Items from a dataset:
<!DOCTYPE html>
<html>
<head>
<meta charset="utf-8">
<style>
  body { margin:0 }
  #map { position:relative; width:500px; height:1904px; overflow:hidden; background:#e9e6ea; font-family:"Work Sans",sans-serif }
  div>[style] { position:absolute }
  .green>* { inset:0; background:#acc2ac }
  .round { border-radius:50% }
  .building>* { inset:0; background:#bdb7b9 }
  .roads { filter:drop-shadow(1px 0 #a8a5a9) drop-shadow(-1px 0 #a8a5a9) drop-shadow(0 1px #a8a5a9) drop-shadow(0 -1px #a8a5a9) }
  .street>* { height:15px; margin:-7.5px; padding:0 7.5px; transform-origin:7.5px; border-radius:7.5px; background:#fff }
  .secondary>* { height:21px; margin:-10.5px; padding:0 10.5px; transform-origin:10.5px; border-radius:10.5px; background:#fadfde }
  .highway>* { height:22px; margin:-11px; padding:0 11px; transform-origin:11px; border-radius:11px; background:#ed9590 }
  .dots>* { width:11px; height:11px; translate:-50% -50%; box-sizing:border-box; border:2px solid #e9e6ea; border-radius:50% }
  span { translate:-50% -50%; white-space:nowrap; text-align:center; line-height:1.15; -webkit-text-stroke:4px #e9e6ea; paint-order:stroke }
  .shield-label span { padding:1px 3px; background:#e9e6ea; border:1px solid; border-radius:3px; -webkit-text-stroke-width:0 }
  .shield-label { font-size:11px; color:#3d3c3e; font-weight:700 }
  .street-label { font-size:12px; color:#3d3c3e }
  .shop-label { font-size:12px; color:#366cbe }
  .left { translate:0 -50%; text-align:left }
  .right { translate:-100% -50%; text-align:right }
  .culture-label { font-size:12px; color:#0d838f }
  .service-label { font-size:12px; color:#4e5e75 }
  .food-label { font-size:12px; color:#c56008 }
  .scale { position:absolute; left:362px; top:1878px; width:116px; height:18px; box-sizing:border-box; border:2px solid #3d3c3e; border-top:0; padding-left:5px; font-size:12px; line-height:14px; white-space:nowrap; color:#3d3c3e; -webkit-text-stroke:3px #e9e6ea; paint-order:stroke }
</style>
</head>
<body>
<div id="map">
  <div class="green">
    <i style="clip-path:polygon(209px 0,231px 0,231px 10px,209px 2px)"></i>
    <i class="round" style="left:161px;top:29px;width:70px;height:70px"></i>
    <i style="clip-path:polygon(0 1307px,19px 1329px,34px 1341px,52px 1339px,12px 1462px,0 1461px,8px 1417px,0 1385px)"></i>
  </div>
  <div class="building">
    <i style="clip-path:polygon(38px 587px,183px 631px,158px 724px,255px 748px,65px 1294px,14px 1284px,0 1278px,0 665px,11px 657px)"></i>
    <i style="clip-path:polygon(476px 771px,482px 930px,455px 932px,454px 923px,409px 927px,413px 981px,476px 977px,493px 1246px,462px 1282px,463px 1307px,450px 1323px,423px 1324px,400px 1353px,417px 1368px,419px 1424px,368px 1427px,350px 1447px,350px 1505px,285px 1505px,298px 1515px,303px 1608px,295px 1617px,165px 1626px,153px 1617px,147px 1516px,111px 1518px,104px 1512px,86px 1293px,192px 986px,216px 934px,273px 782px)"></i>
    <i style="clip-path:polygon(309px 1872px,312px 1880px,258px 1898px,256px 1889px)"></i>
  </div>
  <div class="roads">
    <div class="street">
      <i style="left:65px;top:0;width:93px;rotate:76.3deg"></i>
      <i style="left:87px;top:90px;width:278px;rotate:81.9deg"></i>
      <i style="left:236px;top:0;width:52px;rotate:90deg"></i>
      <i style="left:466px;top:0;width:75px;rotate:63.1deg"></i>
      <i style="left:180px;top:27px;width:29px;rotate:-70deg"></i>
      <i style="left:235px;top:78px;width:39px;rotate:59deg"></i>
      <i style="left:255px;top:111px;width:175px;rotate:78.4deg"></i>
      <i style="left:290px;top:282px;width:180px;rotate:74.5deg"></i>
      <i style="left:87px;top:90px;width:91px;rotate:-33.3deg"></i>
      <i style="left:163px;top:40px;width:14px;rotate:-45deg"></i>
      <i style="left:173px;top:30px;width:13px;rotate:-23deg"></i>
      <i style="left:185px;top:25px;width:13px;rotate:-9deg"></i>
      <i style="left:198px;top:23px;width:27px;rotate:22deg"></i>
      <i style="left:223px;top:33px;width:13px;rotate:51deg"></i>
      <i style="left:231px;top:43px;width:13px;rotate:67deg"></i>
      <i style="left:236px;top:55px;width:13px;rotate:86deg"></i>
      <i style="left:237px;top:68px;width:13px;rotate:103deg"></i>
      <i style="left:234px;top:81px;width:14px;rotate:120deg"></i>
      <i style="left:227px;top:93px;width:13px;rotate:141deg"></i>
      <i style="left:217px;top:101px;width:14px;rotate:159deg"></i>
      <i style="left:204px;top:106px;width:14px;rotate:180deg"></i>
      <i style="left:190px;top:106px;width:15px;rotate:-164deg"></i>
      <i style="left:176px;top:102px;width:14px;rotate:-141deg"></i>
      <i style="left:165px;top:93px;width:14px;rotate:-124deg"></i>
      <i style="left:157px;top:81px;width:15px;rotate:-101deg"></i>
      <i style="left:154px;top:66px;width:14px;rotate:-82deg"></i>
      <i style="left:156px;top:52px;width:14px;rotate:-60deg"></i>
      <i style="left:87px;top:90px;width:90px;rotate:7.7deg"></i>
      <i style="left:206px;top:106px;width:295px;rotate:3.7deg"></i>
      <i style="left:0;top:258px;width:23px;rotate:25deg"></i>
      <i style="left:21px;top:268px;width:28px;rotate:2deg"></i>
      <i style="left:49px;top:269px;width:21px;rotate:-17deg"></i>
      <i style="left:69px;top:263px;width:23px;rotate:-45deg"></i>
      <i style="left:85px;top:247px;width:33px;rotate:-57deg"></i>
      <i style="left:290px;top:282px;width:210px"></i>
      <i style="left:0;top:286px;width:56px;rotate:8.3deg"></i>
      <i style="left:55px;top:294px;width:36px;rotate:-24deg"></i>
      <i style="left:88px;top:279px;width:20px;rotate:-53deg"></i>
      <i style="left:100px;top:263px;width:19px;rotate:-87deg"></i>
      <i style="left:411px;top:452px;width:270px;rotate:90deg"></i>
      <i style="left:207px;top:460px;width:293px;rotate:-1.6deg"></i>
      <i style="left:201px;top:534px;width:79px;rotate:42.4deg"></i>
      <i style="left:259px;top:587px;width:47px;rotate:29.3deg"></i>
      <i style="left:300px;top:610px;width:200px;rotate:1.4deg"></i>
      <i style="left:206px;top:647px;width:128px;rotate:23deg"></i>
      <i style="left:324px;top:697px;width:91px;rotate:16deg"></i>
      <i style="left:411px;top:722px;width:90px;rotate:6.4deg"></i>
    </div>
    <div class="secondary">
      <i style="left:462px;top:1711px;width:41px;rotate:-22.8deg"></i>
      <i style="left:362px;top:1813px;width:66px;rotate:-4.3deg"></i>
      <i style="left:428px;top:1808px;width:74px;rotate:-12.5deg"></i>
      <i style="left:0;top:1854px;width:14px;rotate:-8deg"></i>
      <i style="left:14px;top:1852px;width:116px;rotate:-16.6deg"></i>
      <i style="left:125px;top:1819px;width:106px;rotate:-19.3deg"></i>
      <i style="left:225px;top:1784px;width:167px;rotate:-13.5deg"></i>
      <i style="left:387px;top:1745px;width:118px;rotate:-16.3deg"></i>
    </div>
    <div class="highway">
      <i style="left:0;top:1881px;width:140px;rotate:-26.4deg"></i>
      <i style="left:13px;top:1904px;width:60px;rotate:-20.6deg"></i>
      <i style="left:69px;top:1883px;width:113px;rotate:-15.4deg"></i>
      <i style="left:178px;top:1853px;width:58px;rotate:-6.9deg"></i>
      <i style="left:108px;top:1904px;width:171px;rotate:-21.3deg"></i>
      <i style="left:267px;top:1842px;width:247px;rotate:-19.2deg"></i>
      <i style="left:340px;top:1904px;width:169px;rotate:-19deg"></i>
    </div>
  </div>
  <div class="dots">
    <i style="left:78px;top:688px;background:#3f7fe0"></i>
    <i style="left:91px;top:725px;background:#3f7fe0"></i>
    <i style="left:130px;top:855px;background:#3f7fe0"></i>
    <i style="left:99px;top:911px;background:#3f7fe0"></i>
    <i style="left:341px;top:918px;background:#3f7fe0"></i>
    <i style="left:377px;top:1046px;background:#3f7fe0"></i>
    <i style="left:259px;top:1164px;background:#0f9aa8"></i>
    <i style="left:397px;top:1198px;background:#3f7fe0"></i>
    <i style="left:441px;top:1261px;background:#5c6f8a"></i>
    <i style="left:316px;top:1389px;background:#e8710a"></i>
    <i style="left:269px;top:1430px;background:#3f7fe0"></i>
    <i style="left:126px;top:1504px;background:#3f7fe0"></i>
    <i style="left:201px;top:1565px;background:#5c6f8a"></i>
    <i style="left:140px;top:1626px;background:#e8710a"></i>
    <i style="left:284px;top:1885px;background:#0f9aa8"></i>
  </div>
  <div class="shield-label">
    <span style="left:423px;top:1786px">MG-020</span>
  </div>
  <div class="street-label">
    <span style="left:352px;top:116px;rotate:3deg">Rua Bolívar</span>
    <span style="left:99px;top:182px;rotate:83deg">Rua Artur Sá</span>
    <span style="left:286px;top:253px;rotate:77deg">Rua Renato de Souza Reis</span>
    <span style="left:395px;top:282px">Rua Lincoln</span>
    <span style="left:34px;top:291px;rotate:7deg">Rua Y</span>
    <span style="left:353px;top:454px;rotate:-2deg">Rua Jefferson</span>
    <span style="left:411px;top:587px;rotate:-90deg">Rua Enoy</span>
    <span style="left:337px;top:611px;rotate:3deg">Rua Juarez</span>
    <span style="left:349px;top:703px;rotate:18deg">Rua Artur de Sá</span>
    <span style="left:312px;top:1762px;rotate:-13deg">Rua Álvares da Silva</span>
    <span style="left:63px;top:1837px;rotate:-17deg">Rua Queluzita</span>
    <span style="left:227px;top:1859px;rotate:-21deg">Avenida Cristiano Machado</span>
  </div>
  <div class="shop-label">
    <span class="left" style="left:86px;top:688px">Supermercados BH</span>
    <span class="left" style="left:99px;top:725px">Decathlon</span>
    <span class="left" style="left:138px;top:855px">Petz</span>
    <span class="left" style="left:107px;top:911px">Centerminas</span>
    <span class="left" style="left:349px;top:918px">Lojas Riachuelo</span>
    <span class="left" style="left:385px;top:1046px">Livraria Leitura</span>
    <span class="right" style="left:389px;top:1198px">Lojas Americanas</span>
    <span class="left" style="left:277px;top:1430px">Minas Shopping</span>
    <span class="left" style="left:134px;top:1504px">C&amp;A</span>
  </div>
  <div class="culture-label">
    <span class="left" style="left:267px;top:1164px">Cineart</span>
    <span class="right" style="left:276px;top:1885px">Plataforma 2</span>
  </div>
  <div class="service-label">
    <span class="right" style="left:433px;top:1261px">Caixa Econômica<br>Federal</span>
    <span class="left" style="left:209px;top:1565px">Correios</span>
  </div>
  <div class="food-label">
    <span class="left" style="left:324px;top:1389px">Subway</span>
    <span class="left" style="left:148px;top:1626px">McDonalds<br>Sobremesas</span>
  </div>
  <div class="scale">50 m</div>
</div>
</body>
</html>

WHAT IS BEING ASKED:
Print, exactly as written, the first line of the records above and each line after it until the line with "filter:drop-shadow(1px 0 #a8a5a9)", which is printed too.

ANSWER TO THIS PROBLEM:
<!DOCTYPE html>
<html>
<head>
<meta charset="utf-8">
<style>
  body { margin:0 }
  #map { position:relative; width:500px; height:1904px; overflow:hidden; background:#e9e6ea; font-family:"Work Sans",sans-serif }
  div>[style] { position:absolute }
  .green>* { inset:0; background:#acc2ac }
  .round { border-radius:50% }
  .building>* { inset:0; background:#bdb7b9 }
  .roads { filter:drop-shadow(1px 0 #a8a5a9) drop-shadow(-1px 0 #a8a5a9) drop-shadow(0 1px #a8a5a9) drop-shadow(0 -1px #a8a5a9) }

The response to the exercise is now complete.